Select M on the Mode Dial to choose manual operation. This gives you complete control over the camera's settings. The Mode Dial is on the top right of the camera as you hold it to take a photo.
Set the aperture by pressing the Av +/- button located on the rear of the camera to the right of the LCD screen, and by simultaneously rotating the wheel on the top of the camera above the shutter button. The effects of changed aperture settings follow these general guidelines:
- Small Aperture number: larger aperture opening allowing more light and resulting in a shallow depth-of-field.
- Large Aperture number: smaller aperture opening allowing less light with a deep depth-of-field.
The range of aperture is dependent on the attached camera lens since the aperture diaphragm is located in the lens, and the aperture number, also called the f-stop, depends on the length of the lens divided by the size of the aperture.
Aperture Priority Mode
Select Av on the Mode Dial to select aperture priority mode. In this mode, when you change the aperture setting, the camera changes the shutter speed automatically to maintain balanced exposure.
Set the aperture by rotating the wheel on the top of the camera above the shutter button.
Scene Program Modes
Most EOS Rebel cameras include program modes optimized for different photographic applications. Canon calls these Basic Zone modes and while you can't change the settings of these modes, understanding them permits quick selection of aperture function in an automatic program.
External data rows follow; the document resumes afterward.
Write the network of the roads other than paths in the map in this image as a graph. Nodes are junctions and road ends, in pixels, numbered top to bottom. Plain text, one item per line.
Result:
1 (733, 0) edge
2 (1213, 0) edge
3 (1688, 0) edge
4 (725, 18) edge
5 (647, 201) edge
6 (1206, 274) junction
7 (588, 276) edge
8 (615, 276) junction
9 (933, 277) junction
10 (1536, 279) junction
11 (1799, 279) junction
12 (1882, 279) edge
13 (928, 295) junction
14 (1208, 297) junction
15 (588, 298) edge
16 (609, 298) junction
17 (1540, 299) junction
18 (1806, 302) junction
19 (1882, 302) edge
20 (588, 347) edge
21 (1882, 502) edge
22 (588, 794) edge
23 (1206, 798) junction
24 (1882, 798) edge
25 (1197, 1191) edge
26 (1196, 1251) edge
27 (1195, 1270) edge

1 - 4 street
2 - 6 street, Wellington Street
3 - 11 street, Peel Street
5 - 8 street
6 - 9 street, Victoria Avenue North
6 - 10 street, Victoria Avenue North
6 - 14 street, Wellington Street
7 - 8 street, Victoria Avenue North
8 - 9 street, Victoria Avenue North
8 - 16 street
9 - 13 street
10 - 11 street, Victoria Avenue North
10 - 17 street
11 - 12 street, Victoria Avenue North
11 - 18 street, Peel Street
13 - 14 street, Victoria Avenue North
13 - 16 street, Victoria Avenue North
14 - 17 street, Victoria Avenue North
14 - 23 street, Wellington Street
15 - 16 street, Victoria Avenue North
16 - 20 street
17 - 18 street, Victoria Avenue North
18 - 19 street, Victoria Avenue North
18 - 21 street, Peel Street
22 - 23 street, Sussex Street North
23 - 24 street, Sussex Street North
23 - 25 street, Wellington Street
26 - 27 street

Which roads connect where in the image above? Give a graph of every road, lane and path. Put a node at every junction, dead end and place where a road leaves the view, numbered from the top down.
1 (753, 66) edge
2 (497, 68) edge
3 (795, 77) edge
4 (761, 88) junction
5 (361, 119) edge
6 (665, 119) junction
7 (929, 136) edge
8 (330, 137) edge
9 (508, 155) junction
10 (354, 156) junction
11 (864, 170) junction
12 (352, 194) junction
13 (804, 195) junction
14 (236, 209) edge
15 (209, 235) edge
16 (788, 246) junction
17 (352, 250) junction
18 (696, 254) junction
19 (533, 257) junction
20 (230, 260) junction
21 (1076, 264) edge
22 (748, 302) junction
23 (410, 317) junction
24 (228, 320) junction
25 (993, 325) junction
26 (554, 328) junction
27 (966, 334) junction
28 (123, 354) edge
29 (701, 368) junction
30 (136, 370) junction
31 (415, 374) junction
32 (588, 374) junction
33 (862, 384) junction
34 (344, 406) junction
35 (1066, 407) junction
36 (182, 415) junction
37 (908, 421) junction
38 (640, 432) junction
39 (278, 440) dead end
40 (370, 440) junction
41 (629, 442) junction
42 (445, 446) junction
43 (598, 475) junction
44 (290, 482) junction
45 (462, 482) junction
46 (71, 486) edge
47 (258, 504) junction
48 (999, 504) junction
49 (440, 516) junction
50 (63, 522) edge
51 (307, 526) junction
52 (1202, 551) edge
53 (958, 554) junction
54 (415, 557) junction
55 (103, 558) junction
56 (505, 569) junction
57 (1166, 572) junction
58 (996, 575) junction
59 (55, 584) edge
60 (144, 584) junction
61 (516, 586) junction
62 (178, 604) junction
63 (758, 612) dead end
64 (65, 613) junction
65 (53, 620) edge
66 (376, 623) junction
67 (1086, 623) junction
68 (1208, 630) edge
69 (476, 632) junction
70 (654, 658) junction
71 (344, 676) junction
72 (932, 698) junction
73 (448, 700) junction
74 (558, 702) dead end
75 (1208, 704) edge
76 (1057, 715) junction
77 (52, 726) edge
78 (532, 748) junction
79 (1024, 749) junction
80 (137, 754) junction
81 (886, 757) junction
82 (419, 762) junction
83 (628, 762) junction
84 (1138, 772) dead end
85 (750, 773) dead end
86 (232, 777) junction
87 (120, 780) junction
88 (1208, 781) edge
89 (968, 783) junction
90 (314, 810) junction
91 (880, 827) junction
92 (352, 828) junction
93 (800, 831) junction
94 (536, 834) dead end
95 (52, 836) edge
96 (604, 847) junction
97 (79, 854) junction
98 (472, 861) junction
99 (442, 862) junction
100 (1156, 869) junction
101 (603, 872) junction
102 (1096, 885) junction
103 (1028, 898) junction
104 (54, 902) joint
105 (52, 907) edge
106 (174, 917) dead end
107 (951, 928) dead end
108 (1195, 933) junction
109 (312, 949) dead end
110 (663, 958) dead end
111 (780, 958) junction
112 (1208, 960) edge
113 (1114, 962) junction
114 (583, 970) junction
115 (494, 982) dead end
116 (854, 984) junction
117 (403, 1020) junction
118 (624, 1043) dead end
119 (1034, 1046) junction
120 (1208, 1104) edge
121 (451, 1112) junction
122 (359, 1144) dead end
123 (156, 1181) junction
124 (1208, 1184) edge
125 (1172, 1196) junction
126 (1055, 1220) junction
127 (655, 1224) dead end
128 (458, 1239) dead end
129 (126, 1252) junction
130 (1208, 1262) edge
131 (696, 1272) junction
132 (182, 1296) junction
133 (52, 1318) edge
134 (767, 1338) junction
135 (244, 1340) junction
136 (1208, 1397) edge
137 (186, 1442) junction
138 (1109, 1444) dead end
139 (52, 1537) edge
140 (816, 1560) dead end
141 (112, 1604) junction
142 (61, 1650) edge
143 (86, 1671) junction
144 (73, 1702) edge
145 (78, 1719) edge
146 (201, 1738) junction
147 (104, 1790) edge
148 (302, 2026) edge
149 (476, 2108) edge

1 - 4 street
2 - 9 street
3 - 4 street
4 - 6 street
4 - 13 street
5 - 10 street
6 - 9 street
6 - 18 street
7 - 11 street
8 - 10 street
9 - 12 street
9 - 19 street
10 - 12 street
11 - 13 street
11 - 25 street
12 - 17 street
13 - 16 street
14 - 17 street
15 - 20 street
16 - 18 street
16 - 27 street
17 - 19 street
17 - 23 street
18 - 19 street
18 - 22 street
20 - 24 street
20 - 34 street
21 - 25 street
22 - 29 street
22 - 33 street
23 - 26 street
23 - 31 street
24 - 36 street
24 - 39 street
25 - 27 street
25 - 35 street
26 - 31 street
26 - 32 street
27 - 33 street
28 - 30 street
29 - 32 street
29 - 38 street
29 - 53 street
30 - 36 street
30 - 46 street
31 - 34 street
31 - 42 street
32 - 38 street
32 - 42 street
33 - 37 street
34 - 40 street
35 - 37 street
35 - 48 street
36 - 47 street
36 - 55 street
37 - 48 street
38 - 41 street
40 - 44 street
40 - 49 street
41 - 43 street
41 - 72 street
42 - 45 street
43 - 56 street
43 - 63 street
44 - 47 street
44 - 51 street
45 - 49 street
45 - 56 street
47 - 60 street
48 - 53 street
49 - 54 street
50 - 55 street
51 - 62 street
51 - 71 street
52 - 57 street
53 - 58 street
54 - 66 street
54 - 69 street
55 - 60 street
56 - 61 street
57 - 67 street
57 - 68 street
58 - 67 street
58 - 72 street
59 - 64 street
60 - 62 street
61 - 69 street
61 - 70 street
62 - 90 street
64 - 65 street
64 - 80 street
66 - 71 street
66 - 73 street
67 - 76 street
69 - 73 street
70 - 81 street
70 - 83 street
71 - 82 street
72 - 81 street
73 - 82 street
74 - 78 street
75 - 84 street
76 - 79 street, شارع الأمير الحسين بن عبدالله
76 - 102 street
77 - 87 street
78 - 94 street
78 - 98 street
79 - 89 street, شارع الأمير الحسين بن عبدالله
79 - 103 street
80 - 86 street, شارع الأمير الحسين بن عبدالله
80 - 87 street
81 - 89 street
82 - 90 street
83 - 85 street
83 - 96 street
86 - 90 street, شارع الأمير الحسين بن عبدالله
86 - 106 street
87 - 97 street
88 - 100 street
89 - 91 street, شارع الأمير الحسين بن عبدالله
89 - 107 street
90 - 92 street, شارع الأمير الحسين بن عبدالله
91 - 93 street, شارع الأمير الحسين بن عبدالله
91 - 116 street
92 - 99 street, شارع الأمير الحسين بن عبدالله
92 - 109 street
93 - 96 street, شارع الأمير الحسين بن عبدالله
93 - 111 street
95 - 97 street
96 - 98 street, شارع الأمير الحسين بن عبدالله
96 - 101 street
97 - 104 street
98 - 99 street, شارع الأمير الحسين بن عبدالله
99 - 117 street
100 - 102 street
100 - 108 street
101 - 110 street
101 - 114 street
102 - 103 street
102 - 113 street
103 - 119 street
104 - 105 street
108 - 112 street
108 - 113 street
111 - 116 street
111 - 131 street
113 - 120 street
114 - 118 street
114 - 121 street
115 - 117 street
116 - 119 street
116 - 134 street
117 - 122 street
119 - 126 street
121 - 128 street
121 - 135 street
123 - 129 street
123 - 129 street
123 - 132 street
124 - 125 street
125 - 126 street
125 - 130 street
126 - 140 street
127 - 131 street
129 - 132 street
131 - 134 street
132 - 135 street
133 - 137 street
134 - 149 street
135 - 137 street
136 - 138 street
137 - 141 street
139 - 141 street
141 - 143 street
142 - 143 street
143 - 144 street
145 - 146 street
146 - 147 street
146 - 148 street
Here are some examples common to most Rebel cameras.
Select this by choosing the woman's profile icon on the Mode Dial. Your camera will use a wide aperture setting to blur the background behind the subject. Since a wide aperture permits more light to pass, the camera's program will set a faster shutter speed to compensate.
Choose the mountain icon on the Mode Dial for landscape mode. This program uses a narrow aperture to maximize depth-of-field, so the shutter speed will be slower to compensate.
Select the flower icon for close-up mode. From an aperture standpoint, close-up mode and portrait mode are similar, designed to use a wide aperture with shallow depth-of-field to help isolate the subject. Other program controls in this setting optimize camera performance for subjects close to the camera.